The line plots for accidents by hour by day of week and accidents by month by year as well as the pie chart for accidents by quarter and month illustrate interesting trends in accidents over time. They show that over the course of each year accidents per month trend upwards which means that total accidents tend to increase each quarter and each year. The only year in the data set that deviated from this trend was 2020 which seems to have had a COVID effect causing accident counts to drop below 2016 levels in the summer before rising significantly higher than any previous levels in the Fall and early Winter. Furthermore, there appears to be a rush hour and weekend effect. Accident frequency is at its highest when people are commuting, and evidently rushing, to work in the morning on week days. This is closely followed by a slightly lower peak in accident frequency when people are commuting home on weekdays. This trend is not present on weekends and accident frequency is much lower overall on weekend, possibly due to less traffic from people driving to and from work.
These findings call for additional analysis but the information gathered so far identifies some specific issues to focus on for the effort to reduce the likelihood of accidents. New or altered traffic laws may be necessary in areas with higher accident counts, such as California. This could include stricter laws with regard to driving while distracted by things likes phones. It is also possible that places with high accident counts require greater investment into infrastructure to accommodate and adapt to a greater volume of traffic.
Just as data can be used to answer questions and explain trends, it can also create new questions for consideration. Here are some new questions that could be explored to continue the analysis of U.S. accidents.

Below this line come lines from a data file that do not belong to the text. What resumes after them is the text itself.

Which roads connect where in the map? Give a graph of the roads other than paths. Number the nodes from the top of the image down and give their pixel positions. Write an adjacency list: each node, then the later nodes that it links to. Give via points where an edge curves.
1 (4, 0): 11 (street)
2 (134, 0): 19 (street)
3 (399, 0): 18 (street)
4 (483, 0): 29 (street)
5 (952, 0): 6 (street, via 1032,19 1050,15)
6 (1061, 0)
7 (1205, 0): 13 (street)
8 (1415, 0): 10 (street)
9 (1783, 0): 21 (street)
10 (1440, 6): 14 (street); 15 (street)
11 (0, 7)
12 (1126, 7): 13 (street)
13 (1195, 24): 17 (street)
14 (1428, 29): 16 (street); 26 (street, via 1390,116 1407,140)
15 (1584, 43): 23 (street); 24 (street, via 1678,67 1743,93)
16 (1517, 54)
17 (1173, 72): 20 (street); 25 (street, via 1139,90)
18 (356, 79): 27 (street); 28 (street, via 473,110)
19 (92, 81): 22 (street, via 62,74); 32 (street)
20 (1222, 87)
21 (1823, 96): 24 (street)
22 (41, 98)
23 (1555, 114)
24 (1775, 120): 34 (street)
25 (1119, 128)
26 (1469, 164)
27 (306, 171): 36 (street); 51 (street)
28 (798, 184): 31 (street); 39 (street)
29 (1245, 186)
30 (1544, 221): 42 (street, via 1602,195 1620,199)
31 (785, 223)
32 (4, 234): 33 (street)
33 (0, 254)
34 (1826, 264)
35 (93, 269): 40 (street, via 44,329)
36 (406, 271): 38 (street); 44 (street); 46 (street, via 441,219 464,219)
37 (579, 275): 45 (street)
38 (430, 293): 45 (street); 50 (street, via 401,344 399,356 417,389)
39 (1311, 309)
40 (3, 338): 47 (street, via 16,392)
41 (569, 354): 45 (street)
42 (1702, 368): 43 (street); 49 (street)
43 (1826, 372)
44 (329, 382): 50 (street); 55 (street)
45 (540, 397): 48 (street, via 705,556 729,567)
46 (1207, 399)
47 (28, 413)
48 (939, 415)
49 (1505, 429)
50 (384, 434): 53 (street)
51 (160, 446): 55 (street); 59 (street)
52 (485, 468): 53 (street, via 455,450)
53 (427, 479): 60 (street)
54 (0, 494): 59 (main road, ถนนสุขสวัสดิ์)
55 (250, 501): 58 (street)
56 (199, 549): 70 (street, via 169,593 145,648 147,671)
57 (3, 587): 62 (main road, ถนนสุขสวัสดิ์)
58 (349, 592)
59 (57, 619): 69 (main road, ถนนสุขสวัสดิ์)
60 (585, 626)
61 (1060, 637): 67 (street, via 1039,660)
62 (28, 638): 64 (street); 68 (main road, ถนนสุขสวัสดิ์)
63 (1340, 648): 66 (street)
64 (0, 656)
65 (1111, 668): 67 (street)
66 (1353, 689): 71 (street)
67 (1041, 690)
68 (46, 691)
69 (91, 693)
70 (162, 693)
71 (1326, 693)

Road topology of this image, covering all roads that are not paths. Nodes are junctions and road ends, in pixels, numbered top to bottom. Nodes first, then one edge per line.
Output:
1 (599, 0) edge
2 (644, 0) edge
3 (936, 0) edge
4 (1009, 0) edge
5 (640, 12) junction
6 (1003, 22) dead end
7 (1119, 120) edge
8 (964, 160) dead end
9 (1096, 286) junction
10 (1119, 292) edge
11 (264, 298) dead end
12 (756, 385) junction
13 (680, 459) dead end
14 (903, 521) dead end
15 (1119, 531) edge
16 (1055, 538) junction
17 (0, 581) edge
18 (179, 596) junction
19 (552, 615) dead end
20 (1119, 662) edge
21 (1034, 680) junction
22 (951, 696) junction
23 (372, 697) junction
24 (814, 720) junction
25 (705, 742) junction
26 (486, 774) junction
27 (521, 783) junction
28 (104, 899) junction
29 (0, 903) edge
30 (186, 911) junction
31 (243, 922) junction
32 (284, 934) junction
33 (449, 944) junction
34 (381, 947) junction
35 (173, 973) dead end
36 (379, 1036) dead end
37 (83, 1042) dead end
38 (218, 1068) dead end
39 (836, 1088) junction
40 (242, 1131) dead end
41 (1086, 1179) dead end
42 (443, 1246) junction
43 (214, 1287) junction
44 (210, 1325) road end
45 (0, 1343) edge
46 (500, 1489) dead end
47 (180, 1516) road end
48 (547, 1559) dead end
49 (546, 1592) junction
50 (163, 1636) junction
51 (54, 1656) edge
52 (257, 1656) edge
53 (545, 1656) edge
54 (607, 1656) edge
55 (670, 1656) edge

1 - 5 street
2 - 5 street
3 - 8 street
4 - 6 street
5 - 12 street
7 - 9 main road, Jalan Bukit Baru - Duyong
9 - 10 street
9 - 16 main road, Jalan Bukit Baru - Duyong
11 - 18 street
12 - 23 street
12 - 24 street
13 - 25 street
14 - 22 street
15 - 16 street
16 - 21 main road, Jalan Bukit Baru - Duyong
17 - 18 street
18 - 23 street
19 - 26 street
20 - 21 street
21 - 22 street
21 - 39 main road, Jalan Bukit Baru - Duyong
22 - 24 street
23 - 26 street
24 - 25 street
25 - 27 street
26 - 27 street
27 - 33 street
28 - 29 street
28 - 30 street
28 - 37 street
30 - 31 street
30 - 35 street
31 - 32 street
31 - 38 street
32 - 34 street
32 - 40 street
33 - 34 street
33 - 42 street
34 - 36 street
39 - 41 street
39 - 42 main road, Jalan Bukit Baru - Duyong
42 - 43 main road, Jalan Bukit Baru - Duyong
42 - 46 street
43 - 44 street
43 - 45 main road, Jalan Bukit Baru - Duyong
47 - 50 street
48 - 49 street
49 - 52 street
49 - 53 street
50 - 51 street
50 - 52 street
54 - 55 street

Why do states like California have significantly more accidents than other states?
Why did accidents not decrease until several months into the pandemic in 2020?
Why did accidents rapidly increase in the Fall of 2020?
Why is the number of accidents in the Contiguous U.S. consistently rising?
This data set contains a significant and complete amount of data on accidents in the contiguous U.S. from 2016 to 2020. It also contains a large number of attributes for each accident including coordinates for the location and the date and time. This information for such a complete data set allowed for a rather in depth analysis of accidents in the U.S. overtime and of how time of day, week, or year can impact the likelihood of an accident. However, data for many of the other attributes was collected in such a way that it would require a great deal of additional work for it to be usable in an analysis. For instance, weather conditions were not recorded in any standardized fashion resulting in conditions like rain being described in various ways with different descriptive words. Many accidents were also missing data for attributes like weather conditions and temperature making in even more challenging to conduct an analysis on the relationship between these variables and accident counts or severity.
Moosavi, Sobhan, Mohammad Hossein Samavatian, Srinivasan Parthasarathy, and Rajiv Ramnath. “A Countrywide Traffic Accident Dataset.”, 2019.
Moosavi, Sobhan, Mohammad Hossein Samavatian, Srinivasan Parthasarathy, Radu Teodorescu, and Rajiv Ramnath. “Accident Risk Prediction based on Heterogeneous Sparse Data: New Dataset and Insights.” In proceedings of the 27th ACM SIGSPATIAL International Conference on Advances in Geographic Information Systems, ACM, 2019.